Rechtspraak
Uitspraakdatum
02-09-2013
ECLI
ECLI:NL:TADRARL:2013:45
Zaaknummer
13-45
Inhoudsindicatie
klacht wederpartij over het aanhangig maken van procedures namens cliënte kennelijk ongegrond, verzet ongegrond.
Uitspraak
Beslissing van 2 september 2013
in de zaak 13-45
naar aanleiding van het verzet tegen de beslissing van de voorzitter van de raad van discipline van 13 maart 2013 op de klacht van:
de heer M.
klager
tegen
mr. O
advocaat te [plaats]
verweerster
1 VERLOOP VAN DE PROCEDURE
1.1 Bij brief aan de raad van 14 januari 2013 met kenmerk RvT 1213-9536, door de raad ontvangen op 15 januari 2013, heeft de deken van de orde van advocaten in het arrondissement Midden-Nederland de klacht ter kennis van de raad gebracht.

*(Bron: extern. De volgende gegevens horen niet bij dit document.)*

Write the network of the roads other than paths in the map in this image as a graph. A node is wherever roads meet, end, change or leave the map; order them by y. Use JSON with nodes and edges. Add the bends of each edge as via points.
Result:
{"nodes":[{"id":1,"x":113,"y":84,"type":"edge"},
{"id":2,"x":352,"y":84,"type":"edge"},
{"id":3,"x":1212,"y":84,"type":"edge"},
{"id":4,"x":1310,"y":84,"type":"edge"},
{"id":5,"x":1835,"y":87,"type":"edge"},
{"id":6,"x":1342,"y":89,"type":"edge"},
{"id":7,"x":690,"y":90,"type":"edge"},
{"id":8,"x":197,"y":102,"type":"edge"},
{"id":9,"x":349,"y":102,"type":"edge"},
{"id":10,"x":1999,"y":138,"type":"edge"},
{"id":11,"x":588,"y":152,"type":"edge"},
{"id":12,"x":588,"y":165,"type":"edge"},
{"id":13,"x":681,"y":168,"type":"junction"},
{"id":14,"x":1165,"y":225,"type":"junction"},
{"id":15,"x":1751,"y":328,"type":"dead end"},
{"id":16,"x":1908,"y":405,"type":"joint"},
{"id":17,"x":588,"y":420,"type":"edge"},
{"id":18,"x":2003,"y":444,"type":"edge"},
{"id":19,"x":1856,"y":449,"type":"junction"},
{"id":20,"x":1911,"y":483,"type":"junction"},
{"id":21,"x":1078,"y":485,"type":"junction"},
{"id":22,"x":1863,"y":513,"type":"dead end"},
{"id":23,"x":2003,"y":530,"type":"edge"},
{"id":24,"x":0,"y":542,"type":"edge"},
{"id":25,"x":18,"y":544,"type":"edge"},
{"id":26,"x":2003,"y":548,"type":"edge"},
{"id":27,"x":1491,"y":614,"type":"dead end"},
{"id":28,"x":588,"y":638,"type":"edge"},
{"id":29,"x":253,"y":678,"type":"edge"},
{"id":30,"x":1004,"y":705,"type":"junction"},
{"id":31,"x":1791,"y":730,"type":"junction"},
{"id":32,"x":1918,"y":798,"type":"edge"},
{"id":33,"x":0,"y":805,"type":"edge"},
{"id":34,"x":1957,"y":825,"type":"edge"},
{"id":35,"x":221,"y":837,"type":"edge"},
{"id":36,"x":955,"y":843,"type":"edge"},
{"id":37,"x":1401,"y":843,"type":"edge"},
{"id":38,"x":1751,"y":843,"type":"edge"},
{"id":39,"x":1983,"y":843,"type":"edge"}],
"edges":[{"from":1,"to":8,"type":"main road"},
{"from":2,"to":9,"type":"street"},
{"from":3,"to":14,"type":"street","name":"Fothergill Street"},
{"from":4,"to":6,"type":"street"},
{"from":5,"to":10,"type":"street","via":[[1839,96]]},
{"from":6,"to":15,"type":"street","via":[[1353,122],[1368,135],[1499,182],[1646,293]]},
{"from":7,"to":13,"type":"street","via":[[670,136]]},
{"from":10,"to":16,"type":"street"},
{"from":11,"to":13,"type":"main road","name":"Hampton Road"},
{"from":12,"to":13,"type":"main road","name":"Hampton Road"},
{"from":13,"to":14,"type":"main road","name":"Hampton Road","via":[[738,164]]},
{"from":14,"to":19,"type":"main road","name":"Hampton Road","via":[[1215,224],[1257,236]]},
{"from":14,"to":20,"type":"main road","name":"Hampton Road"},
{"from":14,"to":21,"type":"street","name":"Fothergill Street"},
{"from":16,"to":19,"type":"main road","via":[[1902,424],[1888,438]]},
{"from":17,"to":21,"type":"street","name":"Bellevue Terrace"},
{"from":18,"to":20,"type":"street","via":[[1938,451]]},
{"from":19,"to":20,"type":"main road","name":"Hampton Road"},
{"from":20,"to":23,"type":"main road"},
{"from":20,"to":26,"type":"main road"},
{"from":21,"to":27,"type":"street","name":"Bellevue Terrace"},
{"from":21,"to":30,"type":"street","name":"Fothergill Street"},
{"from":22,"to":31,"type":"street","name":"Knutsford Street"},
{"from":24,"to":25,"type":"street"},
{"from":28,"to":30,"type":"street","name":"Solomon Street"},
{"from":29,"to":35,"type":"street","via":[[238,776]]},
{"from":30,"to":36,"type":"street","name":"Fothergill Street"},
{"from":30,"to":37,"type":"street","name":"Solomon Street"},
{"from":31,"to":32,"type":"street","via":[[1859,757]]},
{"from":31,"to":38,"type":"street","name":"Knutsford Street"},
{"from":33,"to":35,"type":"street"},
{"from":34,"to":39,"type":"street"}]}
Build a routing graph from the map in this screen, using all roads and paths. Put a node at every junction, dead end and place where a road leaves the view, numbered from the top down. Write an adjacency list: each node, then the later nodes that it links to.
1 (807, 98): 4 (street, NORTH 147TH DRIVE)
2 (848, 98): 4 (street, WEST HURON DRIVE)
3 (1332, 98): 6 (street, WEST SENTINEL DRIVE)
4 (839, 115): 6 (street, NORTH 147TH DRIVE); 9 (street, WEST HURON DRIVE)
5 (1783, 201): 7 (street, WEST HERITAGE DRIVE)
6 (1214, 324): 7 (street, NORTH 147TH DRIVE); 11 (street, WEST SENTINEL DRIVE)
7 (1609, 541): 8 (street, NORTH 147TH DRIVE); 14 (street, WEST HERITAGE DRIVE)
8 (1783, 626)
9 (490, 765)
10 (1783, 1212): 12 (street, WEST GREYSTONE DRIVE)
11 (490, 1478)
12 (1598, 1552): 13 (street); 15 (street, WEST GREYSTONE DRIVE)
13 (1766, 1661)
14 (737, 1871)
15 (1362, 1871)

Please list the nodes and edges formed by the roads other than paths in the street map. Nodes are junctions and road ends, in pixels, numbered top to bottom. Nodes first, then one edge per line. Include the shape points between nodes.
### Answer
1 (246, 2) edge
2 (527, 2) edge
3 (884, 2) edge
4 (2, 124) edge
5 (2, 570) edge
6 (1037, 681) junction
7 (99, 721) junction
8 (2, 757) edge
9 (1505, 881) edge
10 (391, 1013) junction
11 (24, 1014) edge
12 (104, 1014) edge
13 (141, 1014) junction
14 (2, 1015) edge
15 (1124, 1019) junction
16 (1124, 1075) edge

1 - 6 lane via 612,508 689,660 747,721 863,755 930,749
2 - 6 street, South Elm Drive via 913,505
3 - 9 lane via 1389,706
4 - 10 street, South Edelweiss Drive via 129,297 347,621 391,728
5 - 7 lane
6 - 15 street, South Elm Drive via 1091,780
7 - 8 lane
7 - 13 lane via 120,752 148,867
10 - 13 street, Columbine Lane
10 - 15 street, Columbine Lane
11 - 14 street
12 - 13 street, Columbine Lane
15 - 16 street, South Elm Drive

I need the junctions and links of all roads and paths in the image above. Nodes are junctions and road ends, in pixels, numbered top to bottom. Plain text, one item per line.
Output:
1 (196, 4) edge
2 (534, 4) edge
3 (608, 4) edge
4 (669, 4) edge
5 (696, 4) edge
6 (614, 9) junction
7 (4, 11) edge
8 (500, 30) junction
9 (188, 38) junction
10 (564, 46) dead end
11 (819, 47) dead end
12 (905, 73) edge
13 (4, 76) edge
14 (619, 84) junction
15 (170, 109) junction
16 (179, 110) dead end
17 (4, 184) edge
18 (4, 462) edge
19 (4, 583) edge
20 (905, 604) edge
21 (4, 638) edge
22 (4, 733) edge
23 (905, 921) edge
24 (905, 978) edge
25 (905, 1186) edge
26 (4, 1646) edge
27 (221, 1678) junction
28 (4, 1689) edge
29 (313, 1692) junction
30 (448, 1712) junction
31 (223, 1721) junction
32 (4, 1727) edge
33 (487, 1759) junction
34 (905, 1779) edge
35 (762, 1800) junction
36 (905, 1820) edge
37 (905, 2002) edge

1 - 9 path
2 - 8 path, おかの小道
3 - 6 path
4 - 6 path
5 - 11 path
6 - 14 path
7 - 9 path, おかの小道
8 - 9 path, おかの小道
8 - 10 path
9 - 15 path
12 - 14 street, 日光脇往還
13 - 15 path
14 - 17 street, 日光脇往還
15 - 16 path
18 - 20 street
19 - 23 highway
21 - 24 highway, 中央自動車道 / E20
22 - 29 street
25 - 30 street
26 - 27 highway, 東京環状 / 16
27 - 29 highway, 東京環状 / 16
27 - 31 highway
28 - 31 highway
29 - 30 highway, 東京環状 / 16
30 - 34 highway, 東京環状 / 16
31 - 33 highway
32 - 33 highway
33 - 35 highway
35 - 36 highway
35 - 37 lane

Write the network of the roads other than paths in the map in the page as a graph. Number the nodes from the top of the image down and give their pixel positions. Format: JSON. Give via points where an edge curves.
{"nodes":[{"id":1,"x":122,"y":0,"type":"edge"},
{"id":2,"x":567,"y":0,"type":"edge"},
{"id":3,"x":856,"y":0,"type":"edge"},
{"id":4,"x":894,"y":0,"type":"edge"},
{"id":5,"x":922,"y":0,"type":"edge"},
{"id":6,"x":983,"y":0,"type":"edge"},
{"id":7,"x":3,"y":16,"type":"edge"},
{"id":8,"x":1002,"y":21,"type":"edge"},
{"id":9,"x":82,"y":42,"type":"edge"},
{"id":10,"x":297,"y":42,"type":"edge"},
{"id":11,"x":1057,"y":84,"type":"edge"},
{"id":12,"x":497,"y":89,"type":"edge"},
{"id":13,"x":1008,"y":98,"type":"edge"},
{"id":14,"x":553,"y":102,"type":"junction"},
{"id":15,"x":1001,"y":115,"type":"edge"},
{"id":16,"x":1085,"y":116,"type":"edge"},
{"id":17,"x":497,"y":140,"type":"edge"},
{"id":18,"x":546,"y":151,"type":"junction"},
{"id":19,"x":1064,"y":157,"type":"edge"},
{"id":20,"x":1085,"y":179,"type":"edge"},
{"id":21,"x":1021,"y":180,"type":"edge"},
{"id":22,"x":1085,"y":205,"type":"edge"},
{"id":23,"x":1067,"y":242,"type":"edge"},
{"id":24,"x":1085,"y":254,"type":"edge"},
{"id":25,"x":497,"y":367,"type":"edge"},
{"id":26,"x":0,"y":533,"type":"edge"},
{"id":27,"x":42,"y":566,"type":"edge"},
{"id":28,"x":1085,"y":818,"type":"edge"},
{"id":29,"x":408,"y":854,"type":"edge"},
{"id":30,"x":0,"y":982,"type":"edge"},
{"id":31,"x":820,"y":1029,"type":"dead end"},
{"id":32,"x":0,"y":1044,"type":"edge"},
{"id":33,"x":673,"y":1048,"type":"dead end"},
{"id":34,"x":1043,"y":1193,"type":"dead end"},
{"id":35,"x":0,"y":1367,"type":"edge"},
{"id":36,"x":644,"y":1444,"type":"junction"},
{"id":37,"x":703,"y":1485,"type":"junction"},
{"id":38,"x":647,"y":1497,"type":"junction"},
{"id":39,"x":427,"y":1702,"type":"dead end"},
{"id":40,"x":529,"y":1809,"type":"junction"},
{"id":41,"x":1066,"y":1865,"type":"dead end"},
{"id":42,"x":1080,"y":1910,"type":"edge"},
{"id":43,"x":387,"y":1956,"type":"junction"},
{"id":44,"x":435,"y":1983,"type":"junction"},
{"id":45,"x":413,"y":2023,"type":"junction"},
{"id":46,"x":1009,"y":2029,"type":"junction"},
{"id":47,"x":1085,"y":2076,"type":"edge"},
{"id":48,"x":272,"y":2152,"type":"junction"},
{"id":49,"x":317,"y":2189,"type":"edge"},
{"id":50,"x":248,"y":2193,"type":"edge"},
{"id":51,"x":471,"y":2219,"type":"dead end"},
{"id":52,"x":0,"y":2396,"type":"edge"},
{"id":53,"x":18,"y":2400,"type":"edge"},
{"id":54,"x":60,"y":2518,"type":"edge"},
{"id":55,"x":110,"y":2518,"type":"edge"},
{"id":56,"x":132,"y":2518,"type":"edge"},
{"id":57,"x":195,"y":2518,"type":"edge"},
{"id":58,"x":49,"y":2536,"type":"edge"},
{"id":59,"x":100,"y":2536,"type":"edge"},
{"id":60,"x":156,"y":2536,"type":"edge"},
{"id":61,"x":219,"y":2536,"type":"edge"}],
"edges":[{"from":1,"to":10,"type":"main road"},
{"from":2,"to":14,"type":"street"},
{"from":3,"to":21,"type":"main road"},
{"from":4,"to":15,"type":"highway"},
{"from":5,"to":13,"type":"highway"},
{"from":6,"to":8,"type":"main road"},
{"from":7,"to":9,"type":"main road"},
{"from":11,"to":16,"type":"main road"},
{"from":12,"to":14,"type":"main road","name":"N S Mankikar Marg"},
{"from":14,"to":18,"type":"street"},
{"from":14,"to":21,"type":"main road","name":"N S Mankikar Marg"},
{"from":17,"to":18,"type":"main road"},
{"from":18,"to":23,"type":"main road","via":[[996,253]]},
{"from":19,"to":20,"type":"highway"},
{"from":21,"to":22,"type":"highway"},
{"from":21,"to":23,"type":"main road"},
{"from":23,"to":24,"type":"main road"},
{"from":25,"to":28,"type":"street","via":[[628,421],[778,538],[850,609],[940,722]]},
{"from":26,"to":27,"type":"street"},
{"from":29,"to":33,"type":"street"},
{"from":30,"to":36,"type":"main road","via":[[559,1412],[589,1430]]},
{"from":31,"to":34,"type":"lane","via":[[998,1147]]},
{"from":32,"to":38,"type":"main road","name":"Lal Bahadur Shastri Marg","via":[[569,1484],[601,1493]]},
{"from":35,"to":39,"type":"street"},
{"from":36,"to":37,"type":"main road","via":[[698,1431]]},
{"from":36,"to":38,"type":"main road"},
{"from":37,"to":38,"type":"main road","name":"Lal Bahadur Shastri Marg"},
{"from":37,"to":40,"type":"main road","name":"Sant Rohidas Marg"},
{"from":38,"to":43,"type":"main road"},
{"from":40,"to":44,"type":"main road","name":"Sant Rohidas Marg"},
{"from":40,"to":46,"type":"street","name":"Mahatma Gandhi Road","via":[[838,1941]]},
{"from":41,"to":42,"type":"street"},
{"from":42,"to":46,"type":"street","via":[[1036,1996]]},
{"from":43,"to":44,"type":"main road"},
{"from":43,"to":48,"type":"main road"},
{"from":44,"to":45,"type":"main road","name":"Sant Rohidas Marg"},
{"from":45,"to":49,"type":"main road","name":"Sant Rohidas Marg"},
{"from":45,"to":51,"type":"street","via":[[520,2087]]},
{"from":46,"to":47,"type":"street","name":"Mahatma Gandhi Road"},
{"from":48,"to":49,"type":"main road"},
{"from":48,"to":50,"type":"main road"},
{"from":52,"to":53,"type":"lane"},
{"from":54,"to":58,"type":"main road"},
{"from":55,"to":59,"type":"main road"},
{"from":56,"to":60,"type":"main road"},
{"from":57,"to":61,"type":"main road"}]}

1.2 Bij beslissing van 13 maart 2013 heeft de plaatsvervangend voorzitter van de raad de klacht kennelijk ongegrond verklaard, welke beslissing op 13 maart 2013 is verzonden aan klager.
1.3 Bij brief van 21 maart 2013 door de raad ontvangen op 22 maart 2013, heeft klager verzet ingesteld tegen de beslissing van de voorzitter.
1.4 Het verzet is behandeld ter zitting van de raad van 17 juni 2013 in aanwezigheid van klager en verweerster. Van de behandeling is proces-verbaal opgemaakt.
1.5 De raad heeft kennisgenomen van de beslissing van de voorzitter waarvan verzet, van de stukken waarop de beslissing blijkens de tekst daarvan is gegeven, alsmede van het verzetschrift van klager van 21 maart 2013 en de brief aan de raad van verweerster van 29 mei 2013..
2 FEITEN EN KLACHT
Voor een weergave van de vaststaande feiten en de omschrijving van de klacht verwijst de raad naar de beslissing van de voorzitter, waartegen klager in verzet in zoverre niet opkomt.
3 VERZET
3.1 De gronden van het verzet houden, zakelijk weergegeven, het volgende in.
3.2. Klager vindt dat verweerster misbruik heeft gemaakt van de onbekwaamheid van haar cliënte, zijnde de ex-partner van klager, door diverse procedures aanhangig te maken ter zake van het omgangsrecht en kinderalimentatie en stelt zich gediscrimineerd te voelen door de handelwijze van verweerster, ingegeven door feministische overtuiging en gedachtewereld.
4 BEOORDELING
4.1 De raad is van oordeel dat de plaatsvervangend voorzitter bij zijn beoordeling van de klacht de juiste maatstaf heeft toegepast nu het hier betreft een klacht jegens de advocaat van de wederpartij, zodat aan verweerster een grote mate van vrijheid toekomt om in het belang van haar cliënte te handelen.
4.2 Bij de beoordeling heeft de voorzitter acht heeft geslagen op alle relevante omstandigheden van het geval. Naar het oordeel van de raad kunnen de door klager aangevoerde bezwaren niet slagen.
4.3 Nu het verzet van klager tegen de beslissing van de voorzitter ook overigens geen nieuwe gezichtspunten oplevert is er geen plaats voor verder onderzoek naar de klacht en moet het verzet ongegrond worden verklaard.
BESLISSING
De raad van discipline:
- verklaart het verzet ongegrond.
Aldus gewezen door mr M.M. Lorist, voorzitter, mrs. H. Dulack, P.J.F.M. de Kerf, P.P. Verdoorn en A.S.M. Zweerman-Oude Breuil, leden bijgestaan door mr. P.H. Burger als griffier en uitgesproken ter openbare zitting van 2 september 2013.
griffier voorzitter
Deze beslissing is in afschrift op 2 september 2013 per aangetekende brief verzonden aan:
- klager
en per gewone post aan:
- verweerster
- de deken van de Orde van Advocaten in het arrondissement Midden Nederland.
- de deken van de Nederlandse Orde van Advocaten.
Van deze beslissing kan geen hoger beroep bij het Hof van Discipline worden ingesteld.